In reality, any likelihood of a “successful conviction” comes not from “real” evidence but from the fact that there is now not a jury in the land that will not convict the defendant in a case of alleged sexual abuse, particularly if the alleged victim was a child at the time of the alleged offence.
In cases of sexual abuse allegedly involving children, senior barristers and even some judges now privately admit that it has become impossible to mount an effective defence in such cases. Juries today convict on emotion rather than fact because there is no evidence other that the word of the accuser.
The police and CPS said in the case of Jimmy Savile that “…where so many people who do not know each other all say the same thing, it must be true.”
In fact, if one reads the report into Savile presented by the police and the NSPCC, it is nothing more than a list of accusations; there is no proof or evidence present at all.
In any event, this absurd statement by the police misses the point entirely.

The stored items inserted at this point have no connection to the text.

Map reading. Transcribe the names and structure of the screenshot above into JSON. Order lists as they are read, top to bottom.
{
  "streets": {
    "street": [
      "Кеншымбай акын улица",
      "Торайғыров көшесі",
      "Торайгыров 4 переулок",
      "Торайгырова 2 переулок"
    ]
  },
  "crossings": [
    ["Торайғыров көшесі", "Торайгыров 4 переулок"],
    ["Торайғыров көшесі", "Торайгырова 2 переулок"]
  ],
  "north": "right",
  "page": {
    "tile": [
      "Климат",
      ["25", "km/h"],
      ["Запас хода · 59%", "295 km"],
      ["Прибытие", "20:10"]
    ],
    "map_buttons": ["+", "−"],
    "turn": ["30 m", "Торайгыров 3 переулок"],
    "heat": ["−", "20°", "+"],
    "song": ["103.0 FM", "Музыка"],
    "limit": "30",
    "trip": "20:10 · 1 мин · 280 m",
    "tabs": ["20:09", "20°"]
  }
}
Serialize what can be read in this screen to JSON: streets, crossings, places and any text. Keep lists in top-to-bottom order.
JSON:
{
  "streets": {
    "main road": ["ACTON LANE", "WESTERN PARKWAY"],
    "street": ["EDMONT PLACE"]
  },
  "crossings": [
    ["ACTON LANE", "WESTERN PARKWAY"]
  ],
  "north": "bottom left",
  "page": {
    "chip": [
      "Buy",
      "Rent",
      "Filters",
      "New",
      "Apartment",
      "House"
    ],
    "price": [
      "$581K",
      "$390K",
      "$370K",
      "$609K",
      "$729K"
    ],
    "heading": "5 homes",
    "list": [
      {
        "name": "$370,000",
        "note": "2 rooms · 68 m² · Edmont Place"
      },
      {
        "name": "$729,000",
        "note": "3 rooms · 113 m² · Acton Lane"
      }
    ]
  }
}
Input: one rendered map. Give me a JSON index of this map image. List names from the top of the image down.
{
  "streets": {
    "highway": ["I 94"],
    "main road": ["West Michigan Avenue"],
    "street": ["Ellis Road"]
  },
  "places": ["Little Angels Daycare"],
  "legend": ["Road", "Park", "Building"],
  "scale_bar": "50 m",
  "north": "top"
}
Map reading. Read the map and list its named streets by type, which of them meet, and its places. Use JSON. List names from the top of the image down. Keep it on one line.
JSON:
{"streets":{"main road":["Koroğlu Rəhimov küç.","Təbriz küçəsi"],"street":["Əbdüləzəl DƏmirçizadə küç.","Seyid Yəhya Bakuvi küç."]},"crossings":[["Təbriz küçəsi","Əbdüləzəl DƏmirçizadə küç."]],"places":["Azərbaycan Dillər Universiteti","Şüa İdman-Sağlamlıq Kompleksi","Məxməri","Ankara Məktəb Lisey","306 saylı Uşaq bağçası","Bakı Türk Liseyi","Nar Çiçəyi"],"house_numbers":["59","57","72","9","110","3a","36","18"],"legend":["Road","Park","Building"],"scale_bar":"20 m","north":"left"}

Any reasonable person can see that, given the amount of information that was in the public domain (especially the tabloids), anyone with an agenda could have simply copied any of the well-publicised statements and gone to the police claiming to be a ‘victim’; no doubt with their bank account number in hand.
This practice of using ‘patterns of behaviour’ as supposed proof of wrongdoing is known as ‘Similar Fact Evidence’, a nasty piece of Law dreamt up in the 1980s in order to convict people of serious sexual offences where no real evidence otherwise exists.
‘Similar Fact Evidence’ is in reality probably more responsible for innocent people being sent to jail for alleged sexual offences than anything else.
That innocent people are often sent to jail is not disputed. The government itself has previously stated in Parliament it estimates up to 10,000 of those in jail – about 11% – are probably innocent.